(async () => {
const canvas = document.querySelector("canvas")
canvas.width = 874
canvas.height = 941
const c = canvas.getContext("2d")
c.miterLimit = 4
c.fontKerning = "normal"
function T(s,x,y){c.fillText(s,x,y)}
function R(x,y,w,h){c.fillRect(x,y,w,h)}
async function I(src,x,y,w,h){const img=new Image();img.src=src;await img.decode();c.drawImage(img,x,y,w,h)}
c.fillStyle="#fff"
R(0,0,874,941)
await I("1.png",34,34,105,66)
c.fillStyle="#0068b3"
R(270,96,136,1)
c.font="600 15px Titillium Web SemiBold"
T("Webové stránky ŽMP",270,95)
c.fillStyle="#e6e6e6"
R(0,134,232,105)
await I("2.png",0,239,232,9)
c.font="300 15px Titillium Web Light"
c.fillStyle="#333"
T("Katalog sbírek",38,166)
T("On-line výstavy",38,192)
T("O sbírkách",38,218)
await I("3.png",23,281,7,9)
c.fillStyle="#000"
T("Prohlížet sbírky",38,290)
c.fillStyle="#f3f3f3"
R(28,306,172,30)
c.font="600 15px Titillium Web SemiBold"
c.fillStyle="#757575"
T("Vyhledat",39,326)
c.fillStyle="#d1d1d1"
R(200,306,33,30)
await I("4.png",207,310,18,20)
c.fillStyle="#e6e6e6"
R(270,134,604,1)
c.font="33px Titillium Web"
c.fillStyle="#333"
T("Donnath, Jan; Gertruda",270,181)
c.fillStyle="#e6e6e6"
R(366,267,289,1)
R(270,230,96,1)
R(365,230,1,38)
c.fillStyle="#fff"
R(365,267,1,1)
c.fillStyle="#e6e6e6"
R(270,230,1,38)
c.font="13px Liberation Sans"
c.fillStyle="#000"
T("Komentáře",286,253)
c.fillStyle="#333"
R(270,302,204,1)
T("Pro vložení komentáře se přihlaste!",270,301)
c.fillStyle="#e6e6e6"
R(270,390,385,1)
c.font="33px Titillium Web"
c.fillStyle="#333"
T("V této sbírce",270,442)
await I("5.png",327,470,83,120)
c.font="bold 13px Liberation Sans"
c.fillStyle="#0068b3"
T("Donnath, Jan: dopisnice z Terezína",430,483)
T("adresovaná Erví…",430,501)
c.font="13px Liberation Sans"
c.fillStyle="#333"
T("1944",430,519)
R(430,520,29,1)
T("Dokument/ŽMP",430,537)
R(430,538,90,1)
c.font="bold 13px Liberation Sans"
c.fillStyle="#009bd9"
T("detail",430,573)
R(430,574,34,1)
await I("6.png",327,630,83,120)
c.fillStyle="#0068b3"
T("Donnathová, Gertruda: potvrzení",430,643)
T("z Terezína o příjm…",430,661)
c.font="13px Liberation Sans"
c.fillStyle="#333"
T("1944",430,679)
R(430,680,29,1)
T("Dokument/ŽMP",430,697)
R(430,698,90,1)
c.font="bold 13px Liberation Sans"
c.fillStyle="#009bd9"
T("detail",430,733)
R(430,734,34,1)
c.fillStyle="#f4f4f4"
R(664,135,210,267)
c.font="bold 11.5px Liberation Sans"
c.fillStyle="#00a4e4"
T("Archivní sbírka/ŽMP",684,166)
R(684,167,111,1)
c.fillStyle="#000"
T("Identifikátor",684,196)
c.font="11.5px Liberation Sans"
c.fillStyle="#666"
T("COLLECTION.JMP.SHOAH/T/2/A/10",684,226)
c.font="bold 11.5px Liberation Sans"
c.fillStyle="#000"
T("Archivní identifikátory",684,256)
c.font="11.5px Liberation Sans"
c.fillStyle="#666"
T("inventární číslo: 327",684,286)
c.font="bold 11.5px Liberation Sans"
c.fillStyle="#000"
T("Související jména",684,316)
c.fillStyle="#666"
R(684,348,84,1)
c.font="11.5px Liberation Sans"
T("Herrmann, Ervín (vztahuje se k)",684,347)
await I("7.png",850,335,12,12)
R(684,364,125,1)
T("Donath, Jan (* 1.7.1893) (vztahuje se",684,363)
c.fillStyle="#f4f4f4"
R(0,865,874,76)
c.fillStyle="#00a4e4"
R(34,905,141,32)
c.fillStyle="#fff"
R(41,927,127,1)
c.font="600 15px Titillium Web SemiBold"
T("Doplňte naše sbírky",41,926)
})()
════════════════
What lines in the material mention "canvas"? Copy every one of them.

const canvas = document.querySelector("canvas")
canvas.width = 874
canvas.height = 941
const c = canvas.getContext("2d")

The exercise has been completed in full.